Em uma reflexão histórica, algumas questões vêm sendo apontadas, incluindo o questionamento das origens do gênero de arte africana em Picasso. O primitivismo como uma forma de estética era frequentemente usado por europeus que se inspiravam em culturas não ocidentais.[8] Embora esteja claro que Picasso foi fortemente inspirado pela estética de culturas que não a dele, muitos historiadores e críticos de arte argumentaram que esse tipo de empréstimo era um tipo de expressão modernista.[9]
O historiador de arte Kobena Mercer disserta sobre o quadro Demoiselles d'Avignon de Picasso em seu livro sobre a arte da diáspora negra intitulado Travel and See . Ele argumenta que a mudança estilística de Picasso em direção a uma estética inspirada na África foi centrada no próprio indivíduo de Picasso, ao mesmo passo em que artistas de minorias recebem pouco ou nenhum reconhecimento por seu trabalho inspirado em sua própria cultura.[10]
Também pode ser visto como problemático o fato de que em Demoiselles d'Avignon as mulheres pintadas com máscaras de estilo africano sejam prostitutas da zona de prostituição de Barcelona. Picasso mascara (com máscaras africanas) esses corpos brancos para tornar sua sexualização aceitável para o público europeu.[11] O próprio Picasso, entretanto, disse sobre a pintura "Não é um processo estético; é uma forma de magia que se interpõe entre nós e o universo hostil, um meio de tomar o poder impondo uma forma sobre nossos terrores e também sobre nossos desejos." Para ele, essas máscaras eram uma forma de conexão das pessoas entre elas e o universo hostil que ele queria que sua arte confrontasse.[12]

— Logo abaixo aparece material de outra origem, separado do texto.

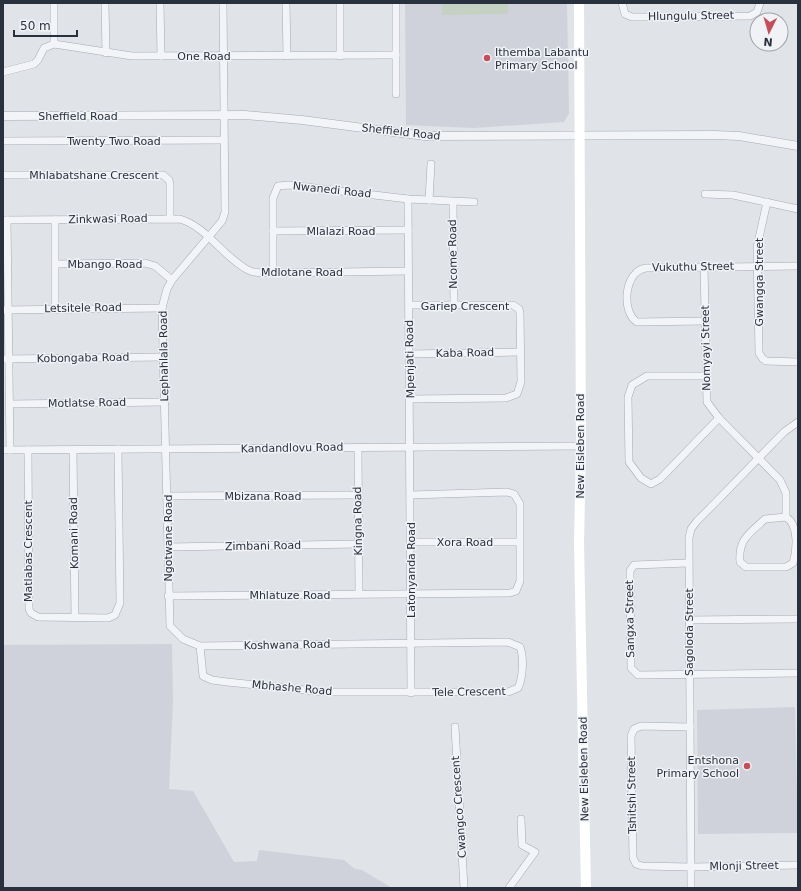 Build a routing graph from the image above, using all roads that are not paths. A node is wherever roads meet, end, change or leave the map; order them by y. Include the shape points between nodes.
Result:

Em fevereiro de 2006, uma exposição intitulada "Picasso e a África" foi apresentada em Joanesburgo, África do Sul, na Standard Bank Gallery, exibindo a produção do período africano de Picasso lado a lado com muitas esculturas africanas semelhantes às em que ele teria se inspirado. A curadora envolvida na exposição, Marylin Martin, citou em um artigo publicado no jornal The Guardian que "Picasso nunca copiou arte africana, razão pela qual esta mostra não combina nenhuma obra africana específica com Picasso", o objetivo da exposição não era acusar Picasso de roubar, mas sim mostrar como ele transcendeu aquela arte e criou uma nova estética combinando a sua própria e sua inspiração.[12]